__REQUIREMENT__.
The answer must be every line of the records below that contains the word "Erin", copied out.

[Opening EXERCISE DATA section]

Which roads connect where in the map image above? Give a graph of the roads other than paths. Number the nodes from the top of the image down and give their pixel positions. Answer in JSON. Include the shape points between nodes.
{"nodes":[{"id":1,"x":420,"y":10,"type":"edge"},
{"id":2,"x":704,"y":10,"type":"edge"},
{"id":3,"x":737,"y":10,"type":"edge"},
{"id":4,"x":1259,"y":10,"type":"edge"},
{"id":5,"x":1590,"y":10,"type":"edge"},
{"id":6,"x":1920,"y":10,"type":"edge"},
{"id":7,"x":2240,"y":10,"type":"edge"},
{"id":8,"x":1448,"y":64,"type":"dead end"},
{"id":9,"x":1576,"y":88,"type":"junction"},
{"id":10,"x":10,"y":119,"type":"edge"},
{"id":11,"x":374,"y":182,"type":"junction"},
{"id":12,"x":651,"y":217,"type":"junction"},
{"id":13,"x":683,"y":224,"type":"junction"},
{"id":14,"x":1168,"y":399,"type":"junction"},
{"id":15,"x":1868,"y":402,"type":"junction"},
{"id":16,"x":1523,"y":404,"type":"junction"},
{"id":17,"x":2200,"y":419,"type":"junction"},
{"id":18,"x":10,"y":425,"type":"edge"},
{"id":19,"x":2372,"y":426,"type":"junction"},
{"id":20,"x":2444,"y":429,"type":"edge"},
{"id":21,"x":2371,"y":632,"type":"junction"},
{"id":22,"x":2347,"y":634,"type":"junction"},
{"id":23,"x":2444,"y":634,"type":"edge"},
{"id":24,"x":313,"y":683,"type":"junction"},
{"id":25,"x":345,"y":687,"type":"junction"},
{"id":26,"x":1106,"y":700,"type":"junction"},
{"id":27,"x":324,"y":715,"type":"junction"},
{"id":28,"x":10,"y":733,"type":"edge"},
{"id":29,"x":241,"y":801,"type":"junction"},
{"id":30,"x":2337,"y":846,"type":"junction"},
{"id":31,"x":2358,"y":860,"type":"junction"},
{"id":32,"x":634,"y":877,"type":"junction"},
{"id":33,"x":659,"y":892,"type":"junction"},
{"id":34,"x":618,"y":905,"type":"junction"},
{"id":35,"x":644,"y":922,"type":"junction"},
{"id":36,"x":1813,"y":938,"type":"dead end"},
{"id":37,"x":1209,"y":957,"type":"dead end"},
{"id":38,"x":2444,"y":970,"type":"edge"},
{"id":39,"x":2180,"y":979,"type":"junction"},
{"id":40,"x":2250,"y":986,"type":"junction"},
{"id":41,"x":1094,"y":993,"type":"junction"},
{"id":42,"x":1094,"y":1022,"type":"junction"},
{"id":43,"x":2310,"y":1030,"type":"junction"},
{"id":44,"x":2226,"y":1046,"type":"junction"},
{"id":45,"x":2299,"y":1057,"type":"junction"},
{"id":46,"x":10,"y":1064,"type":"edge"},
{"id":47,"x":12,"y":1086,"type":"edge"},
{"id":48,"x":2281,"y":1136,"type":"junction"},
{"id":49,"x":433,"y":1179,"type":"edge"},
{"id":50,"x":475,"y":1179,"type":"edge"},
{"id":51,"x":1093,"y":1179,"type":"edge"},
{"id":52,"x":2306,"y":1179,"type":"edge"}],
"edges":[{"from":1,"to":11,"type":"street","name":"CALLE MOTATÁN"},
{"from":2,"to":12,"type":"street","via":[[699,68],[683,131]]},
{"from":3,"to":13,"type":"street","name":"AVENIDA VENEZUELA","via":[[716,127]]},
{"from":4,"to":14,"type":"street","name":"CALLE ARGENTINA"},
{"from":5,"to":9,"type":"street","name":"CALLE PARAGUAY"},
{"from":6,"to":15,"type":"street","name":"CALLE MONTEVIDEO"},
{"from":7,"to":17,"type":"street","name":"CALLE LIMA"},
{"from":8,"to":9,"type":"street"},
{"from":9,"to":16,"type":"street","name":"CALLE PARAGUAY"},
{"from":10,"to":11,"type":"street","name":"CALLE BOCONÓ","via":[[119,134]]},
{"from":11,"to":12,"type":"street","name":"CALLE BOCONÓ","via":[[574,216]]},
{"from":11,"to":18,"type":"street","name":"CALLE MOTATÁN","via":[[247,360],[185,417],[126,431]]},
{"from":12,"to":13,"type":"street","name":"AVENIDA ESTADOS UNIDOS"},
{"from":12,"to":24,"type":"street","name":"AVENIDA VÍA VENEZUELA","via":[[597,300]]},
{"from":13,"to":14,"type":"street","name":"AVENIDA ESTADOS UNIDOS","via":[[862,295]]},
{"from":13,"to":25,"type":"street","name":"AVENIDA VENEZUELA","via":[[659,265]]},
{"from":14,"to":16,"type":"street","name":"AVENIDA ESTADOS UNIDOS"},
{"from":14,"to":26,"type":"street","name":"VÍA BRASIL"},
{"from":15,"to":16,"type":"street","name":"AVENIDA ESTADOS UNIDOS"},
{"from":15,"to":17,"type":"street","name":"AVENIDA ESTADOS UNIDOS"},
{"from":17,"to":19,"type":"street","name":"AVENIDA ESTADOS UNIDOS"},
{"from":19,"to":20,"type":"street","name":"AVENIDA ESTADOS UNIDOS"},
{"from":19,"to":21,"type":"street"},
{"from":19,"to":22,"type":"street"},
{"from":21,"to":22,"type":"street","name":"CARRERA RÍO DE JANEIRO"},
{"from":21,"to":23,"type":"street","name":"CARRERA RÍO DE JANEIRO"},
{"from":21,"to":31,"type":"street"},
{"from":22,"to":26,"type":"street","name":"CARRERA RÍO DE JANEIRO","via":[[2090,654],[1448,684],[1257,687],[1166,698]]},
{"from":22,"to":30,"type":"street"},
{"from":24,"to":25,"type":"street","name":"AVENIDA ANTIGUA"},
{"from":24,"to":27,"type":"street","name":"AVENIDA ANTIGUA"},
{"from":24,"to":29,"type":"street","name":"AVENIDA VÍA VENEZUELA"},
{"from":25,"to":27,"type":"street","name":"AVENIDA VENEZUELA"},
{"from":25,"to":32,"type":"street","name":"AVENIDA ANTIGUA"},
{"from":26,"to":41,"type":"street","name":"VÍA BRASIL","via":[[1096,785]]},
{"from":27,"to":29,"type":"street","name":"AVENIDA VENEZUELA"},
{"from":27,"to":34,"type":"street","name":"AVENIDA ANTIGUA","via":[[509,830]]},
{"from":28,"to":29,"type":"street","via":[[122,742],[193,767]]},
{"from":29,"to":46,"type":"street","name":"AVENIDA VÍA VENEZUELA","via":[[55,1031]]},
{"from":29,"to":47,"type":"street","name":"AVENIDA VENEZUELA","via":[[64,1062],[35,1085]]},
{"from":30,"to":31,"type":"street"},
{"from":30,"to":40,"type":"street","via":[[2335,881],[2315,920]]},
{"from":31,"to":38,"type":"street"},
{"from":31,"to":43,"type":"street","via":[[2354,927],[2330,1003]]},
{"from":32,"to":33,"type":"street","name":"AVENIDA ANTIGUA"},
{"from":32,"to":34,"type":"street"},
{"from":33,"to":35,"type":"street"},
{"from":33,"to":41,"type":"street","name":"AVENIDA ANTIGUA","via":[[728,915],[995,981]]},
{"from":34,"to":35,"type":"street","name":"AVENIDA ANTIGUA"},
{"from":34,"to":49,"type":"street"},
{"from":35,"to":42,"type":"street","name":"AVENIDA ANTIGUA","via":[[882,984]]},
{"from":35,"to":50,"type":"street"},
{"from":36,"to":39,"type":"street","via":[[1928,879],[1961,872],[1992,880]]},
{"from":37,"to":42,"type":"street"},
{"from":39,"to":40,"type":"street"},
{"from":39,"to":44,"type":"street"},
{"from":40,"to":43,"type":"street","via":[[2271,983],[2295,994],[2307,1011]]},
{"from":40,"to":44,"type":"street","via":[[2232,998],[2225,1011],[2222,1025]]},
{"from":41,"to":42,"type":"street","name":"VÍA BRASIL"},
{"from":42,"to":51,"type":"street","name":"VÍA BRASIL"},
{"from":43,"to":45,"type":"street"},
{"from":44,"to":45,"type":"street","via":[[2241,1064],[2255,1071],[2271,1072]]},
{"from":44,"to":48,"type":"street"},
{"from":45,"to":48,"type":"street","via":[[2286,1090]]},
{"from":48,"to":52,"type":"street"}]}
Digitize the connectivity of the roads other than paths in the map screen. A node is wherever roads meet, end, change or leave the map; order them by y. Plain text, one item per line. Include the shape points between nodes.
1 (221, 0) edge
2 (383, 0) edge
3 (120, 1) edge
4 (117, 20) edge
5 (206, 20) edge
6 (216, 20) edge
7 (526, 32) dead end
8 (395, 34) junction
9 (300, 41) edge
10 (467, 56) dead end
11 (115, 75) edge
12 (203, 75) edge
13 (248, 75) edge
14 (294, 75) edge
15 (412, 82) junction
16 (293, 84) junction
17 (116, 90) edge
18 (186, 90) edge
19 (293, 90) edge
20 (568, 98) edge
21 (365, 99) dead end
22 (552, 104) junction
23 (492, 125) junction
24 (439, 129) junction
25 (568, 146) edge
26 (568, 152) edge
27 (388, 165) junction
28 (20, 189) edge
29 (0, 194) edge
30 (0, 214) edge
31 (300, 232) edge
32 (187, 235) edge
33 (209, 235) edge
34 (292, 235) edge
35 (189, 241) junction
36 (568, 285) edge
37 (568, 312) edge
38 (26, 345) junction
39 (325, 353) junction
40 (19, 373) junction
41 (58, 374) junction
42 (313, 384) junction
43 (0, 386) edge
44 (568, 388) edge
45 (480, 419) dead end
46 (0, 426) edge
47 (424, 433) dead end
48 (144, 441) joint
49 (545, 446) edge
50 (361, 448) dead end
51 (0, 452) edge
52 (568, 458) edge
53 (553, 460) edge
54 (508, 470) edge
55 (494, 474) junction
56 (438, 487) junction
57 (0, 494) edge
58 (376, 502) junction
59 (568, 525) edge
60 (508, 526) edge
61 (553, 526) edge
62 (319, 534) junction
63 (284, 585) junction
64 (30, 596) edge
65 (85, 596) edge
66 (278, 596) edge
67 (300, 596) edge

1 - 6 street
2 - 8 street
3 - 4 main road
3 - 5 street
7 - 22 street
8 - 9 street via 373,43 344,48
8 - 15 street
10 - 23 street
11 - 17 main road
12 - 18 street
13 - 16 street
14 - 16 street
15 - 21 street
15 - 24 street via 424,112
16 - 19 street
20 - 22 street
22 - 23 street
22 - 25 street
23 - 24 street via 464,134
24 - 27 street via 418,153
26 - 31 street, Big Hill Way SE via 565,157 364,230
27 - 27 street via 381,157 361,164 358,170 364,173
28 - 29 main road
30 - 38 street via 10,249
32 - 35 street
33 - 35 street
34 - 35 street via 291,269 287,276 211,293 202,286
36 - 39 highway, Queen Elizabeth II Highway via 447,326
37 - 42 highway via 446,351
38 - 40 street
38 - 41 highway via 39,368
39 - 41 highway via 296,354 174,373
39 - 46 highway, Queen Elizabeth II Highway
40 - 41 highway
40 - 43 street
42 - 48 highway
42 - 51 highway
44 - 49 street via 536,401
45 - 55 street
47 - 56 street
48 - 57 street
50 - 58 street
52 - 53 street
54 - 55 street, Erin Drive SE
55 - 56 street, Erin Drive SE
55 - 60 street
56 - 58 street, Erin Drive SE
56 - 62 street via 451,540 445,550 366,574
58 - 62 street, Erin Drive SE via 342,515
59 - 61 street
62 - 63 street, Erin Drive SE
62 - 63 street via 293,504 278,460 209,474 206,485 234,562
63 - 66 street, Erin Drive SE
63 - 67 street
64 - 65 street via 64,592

[Closing EXERCISE DATA section]

__SOLUTION FOR THIS PROBLEM__.
54 - 55 street, Erin Drive SE
55 - 56 street, Erin Drive SE
56 - 58 street, Erin Drive SE
58 - 62 street, Erin Drive SE via 342,515
62 - 63 street, Erin Drive SE
63 - 66 street, Erin Drive SE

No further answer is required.